### Work item
In the copy, include every entry exactly but none of the images.

### Working data

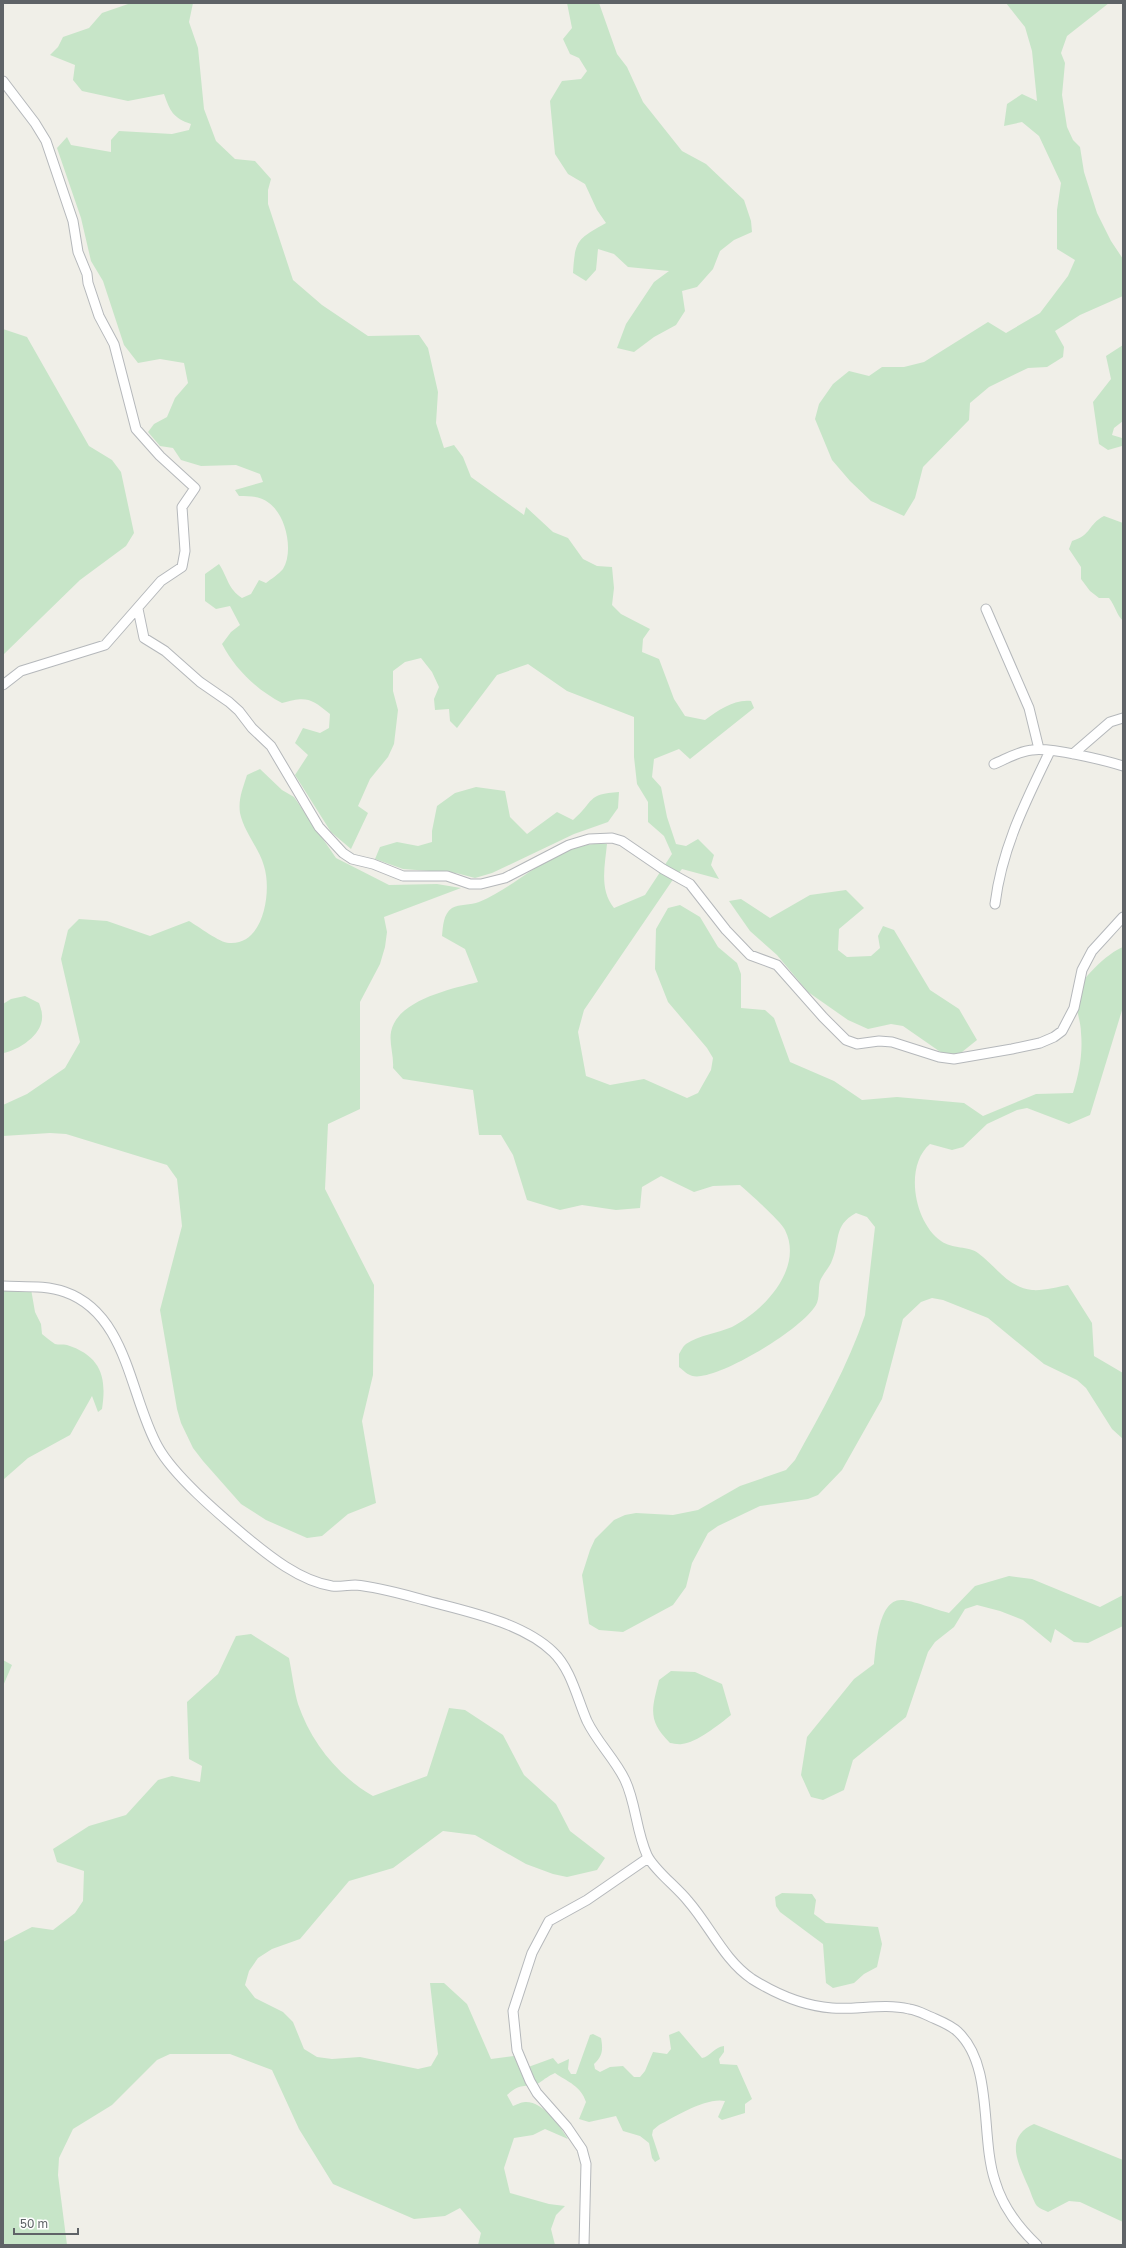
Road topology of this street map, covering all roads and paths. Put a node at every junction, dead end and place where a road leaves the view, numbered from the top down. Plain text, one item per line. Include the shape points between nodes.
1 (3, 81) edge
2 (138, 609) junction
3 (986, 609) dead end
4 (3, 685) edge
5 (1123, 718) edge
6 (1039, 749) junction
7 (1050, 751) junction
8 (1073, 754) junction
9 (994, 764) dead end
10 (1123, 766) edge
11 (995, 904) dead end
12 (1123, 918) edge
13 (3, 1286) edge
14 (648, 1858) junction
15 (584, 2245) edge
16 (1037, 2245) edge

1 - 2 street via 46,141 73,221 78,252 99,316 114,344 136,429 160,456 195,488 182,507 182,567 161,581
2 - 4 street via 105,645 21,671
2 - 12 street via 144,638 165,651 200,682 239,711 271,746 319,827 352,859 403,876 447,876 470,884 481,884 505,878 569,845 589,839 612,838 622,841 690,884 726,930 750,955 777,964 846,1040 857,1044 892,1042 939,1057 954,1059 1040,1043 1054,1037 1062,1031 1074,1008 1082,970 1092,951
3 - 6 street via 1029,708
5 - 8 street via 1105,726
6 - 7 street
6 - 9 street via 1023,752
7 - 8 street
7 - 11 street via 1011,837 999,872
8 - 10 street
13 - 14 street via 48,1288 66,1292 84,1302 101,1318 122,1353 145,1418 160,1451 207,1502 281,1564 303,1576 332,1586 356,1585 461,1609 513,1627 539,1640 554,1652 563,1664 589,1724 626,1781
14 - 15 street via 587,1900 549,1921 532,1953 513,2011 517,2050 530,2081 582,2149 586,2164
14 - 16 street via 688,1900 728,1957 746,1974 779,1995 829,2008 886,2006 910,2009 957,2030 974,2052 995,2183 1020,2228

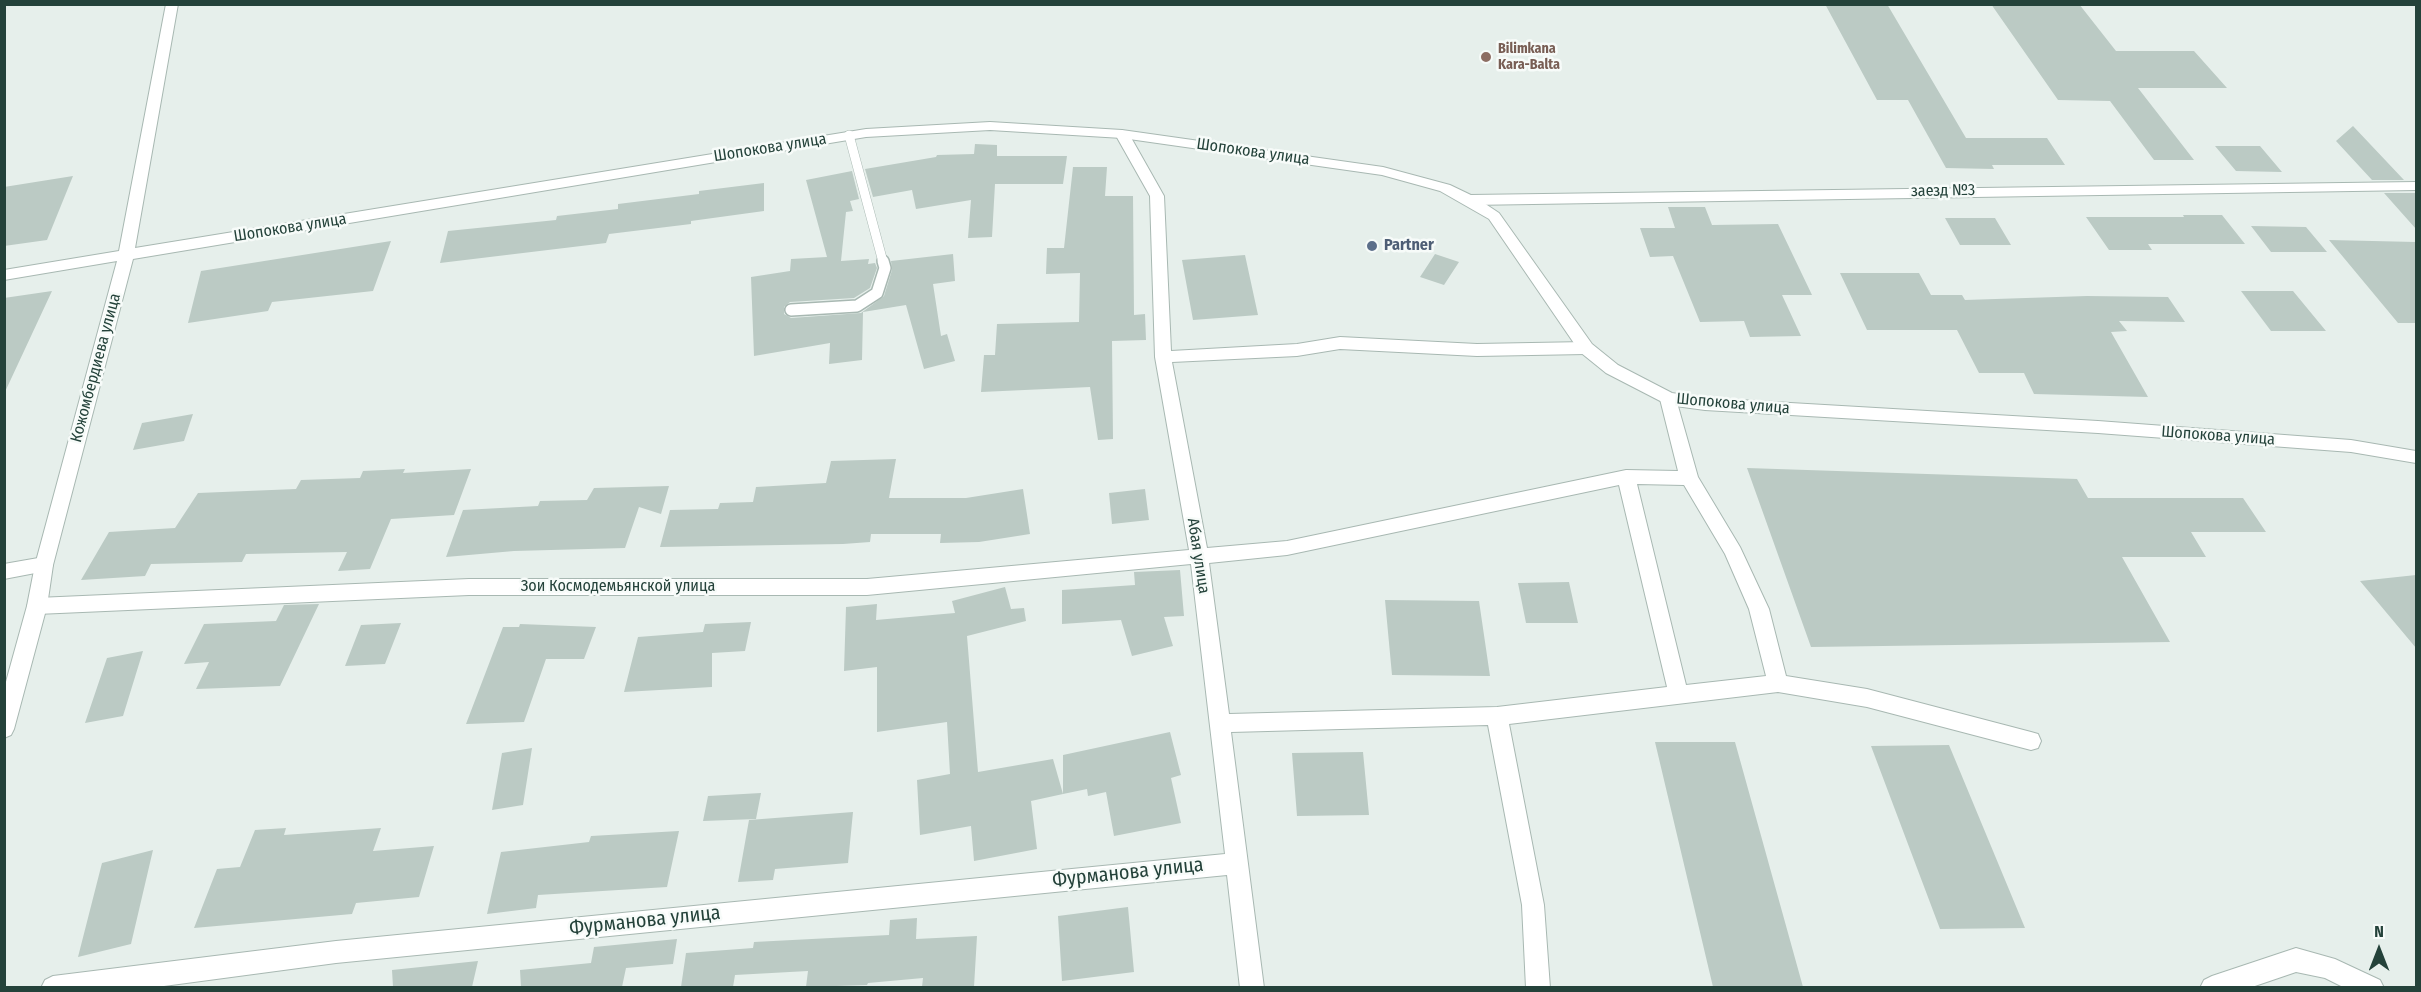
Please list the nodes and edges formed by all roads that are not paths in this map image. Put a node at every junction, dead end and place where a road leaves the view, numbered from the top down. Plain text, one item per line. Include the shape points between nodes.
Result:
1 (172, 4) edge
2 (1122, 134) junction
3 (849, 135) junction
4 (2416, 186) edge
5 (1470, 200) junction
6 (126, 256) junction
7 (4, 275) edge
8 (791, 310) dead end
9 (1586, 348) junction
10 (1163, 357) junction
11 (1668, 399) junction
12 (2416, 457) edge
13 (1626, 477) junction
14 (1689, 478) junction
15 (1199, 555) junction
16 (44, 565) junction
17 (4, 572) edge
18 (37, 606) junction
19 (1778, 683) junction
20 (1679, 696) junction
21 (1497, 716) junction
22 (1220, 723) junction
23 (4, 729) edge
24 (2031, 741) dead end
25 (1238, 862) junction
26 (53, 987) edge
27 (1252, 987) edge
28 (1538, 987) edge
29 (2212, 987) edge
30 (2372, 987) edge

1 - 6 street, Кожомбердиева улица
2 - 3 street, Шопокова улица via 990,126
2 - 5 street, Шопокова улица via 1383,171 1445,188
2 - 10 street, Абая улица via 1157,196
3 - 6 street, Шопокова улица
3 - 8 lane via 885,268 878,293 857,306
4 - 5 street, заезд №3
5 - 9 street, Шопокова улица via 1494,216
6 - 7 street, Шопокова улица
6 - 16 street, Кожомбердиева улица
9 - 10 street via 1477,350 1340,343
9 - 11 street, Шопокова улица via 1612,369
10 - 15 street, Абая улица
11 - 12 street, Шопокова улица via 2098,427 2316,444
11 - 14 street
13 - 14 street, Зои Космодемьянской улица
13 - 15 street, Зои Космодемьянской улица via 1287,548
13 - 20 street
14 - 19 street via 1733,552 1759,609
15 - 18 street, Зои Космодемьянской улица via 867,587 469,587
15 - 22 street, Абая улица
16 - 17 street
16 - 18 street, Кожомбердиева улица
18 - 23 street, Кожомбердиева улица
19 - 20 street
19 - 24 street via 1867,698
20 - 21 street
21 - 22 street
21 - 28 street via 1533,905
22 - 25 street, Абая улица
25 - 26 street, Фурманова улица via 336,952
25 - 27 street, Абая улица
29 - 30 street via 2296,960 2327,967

### Exercise output
Road topology of this street map, covering all roads and paths. Put a node at every junction, dead end and place where a road leaves the view, numbered from the top down. Plain text, one item per line. Include the shape points between nodes.
1 (3, 81) edge
2 (138, 609) junction
3 (986, 609) dead end
4 (3, 685) edge
5 (1123, 718) edge
6 (1039, 749) junction
7 (1050, 751) junction
8 (1073, 754) junction
9 (994, 764) dead end
10 (1123, 766) edge
11 (995, 904) dead end
12 (1123, 918) edge
13 (3, 1286) edge
14 (648, 1858) junction
15 (584, 2245) edge
16 (1037, 2245) edge

1 - 2 street via 46,141 73,221 78,252 99,316 114,344 136,429 160,456 195,488 182,507 182,567 161,581
2 - 4 street via 105,645 21,671
2 - 12 street via 144,638 165,651 200,682 239,711 271,746 319,827 352,859 403,876 447,876 470,884 481,884 505,878 569,845 589,839 612,838 622,841 690,884 726,930 750,955 777,964 846,1040 857,1044 892,1042 939,1057 954,1059 1040,1043 1054,1037 1062,1031 1074,1008 1082,970 1092,951
3 - 6 street via 1029,708
5 - 8 street via 1105,726
6 - 7 street
6 - 9 street via 1023,752
7 - 8 street
7 - 11 street via 1011,837 999,872
8 - 10 street
13 - 14 street via 48,1288 66,1292 84,1302 101,1318 122,1353 145,1418 160,1451 207,1502 281,1564 303,1576 332,1586 356,1585 461,1609 513,1627 539,1640 554,1652 563,1664 589,1724 626,1781
14 - 15 street via 587,1900 549,1921 532,1953 513,2011 517,2050 530,2081 582,2149 586,2164
14 - 16 street via 688,1900 728,1957 746,1974 779,1995 829,2008 886,2006 910,2009 957,2030 974,2052 995,2183 1020,2228

Please list the nodes and edges formed by all roads that are not paths in this map image. Put a node at every junction, dead end and place where a road leaves the view, numbered from the top down. Plain text, one item per line. Include the shape points between nodes.
Result:
1 (172, 4) edge
2 (1122, 134) junction
3 (849, 135) junction
4 (2416, 186) edge
5 (1470, 200) junction
6 (126, 256) junction
7 (4, 275) edge
8 (791, 310) dead end
9 (1586, 348) junction
10 (1163, 357) junction
11 (1668, 399) junction
12 (2416, 457) edge
13 (1626, 477) junction
14 (1689, 478) junction
15 (1199, 555) junction
16 (44, 565) junction
17 (4, 572) edge
18 (37, 606) junction
19 (1778, 683) junction
20 (1679, 696) junction
21 (1497, 716) junction
22 (1220, 723) junction
23 (4, 729) edge
24 (2031, 741) dead end
25 (1238, 862) junction
26 (53, 987) edge
27 (1252, 987) edge
28 (1538, 987) edge
29 (2212, 987) edge
30 (2372, 987) edge

1 - 6 street, Кожомбердиева улица
2 - 3 street, Шопокова улица via 990,126
2 - 5 street, Шопокова улица via 1383,171 1445,188
2 - 10 street, Абая улица via 1157,196
3 - 6 street, Шопокова улица
3 - 8 lane via 885,268 878,293 857,306
4 - 5 street, заезд №3
5 - 9 street, Шопокова улица via 1494,216
6 - 7 street, Шопокова улица
6 - 16 street, Кожомбердиева улица
9 - 10 street via 1477,350 1340,343
9 - 11 street, Шопокова улица via 1612,369
10 - 15 street, Абая улица
11 - 12 street, Шопокова улица via 2098,427 2316,444
11 - 14 street
13 - 14 street, Зои Космодемьянской улица
13 - 15 street, Зои Космодемьянской улица via 1287,548
13 - 20 street
14 - 19 street via 1733,552 1759,609
15 - 18 street, Зои Космодемьянской улица via 867,587 469,587
15 - 22 street, Абая улица
16 - 17 street
16 - 18 street, Кожомбердиева улица
18 - 23 street, Кожомбердиева улица
19 - 20 street
19 - 24 street via 1867,698
20 - 21 street
21 - 22 street
21 - 28 street via 1533,905
22 - 25 street, Абая улица
25 - 26 street, Фурманова улица via 336,952
25 - 27 street, Абая улица
29 - 30 street via 2296,960 2327,967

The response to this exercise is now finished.